Snack ricchi di magnesio che calmano il corpo
Sebbene il magnesio non sia sempre al primo posto, molti alimenti integrali che favoriscono il sonno, tra cui noci, semi, cereali integrali e verdure, lo contengono naturalmente. Il magnesio svolge un ruolo nel rilassamento muscolare e nella regolazione del sistema nervoso, aiutando i bambini a calmarsi fisicamente dopo giornate impegnative.
Carboidrati complessi che aiutano a rallentare il cervello
Se i tuoi figli sono nervosi la sera dopo un’intera giornata all’asilo o a scuola, Amat afferma che gli alimenti ricchi di zuccheri o altamente trasformati possono peggiorare le cose innescando picchi di insulina.

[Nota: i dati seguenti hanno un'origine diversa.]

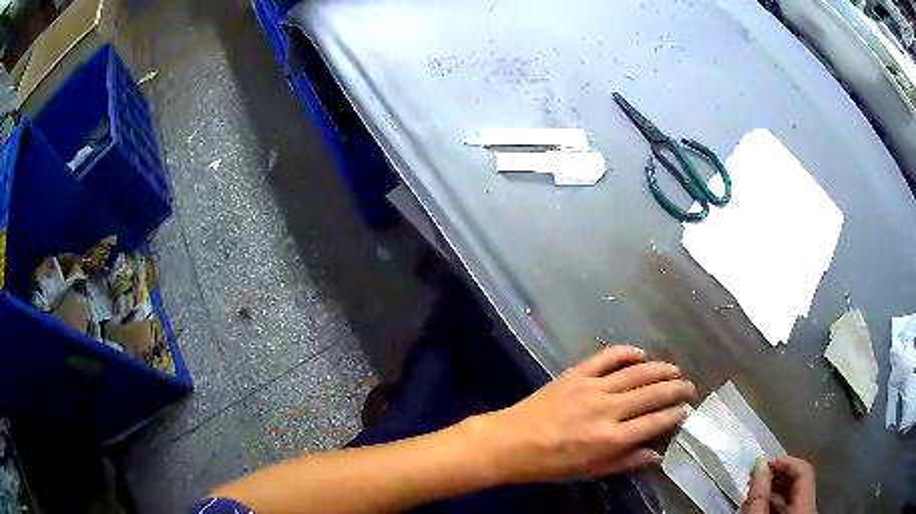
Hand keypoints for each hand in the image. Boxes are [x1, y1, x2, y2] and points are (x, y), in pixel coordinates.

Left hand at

Invece, i carboidrati complessi come pane tostato integrale, avena, riso integrale o quinoa forniscono energia a lento rilascio.
“Ciò supporta livelli di zucchero nel sangue più stabili, riduce l’attivazione dell’ormone dello stress e crea un ambiente fisiologico calmo che favorisce maggiormente il rilassamento e il sonno”, ha detto Amat.
Non dimenticare l’idratazione
L’idratazione gioca un ruolo straordinario nella preparazione al sonno. “Il cervello è molto sensibile all’equilibrio dei liquidi”, ha detto Amat. Anche una lieve disidratazione può rendere i bambini più irritabili, irrequieti e sensibili agli input sensoriali, il che può rendere il sonno travolgente.
“Assicurandoci che i bambini siano ben idratati durante il giorno, supportiamo una funzione cerebrale stabile e una maggiore capacità di calmarsi, rendendo la transizione al sonno più agevole e naturale”, ha affermato Amat.
Il cibo dovrebbe essere evitato prima di andare a letto
Evita snack e bevande zuccherate, cioccolato e bevande contenenti caffeina, cibi molto piccanti o grassi e pasti abbondanti prima di andare a dormire. Questi possono interferire con la digestione, il rilassamento e i normali cicli del sonno, ha aggiunto Amat.
Come creare una routine per uno spuntino serale “sonno intelligente”.
Gli spuntini serali più efficaci includono carboidrati complessi, proteine e un po’ di grassi. Amat suggerisce opzioni come farina d’avena con latte, pane tostato integrale con burro di noci, fette di mela con burro di arachidi, yogurt con frutta o una banana con una manciata di noci.
Consigli degli esperti per i genitori che lo provano a casa
Quando si tratta di carboidrati, abbinali sempre alle proteine. “Fai uno spuntino piccolo e prevedibile prima di andare a letto, come farina d’avena o latte e una banana, come parte di una routine di rilassamento circa 90 minuti prima di andare a letto”, dice Amat.
Fai attenzione alle bevande abbondanti nell’ultima ora di sonno e smetti di fare spuntini almeno 90 minuti prima di andare a letto per consentire alla digestione di stabilizzarsi.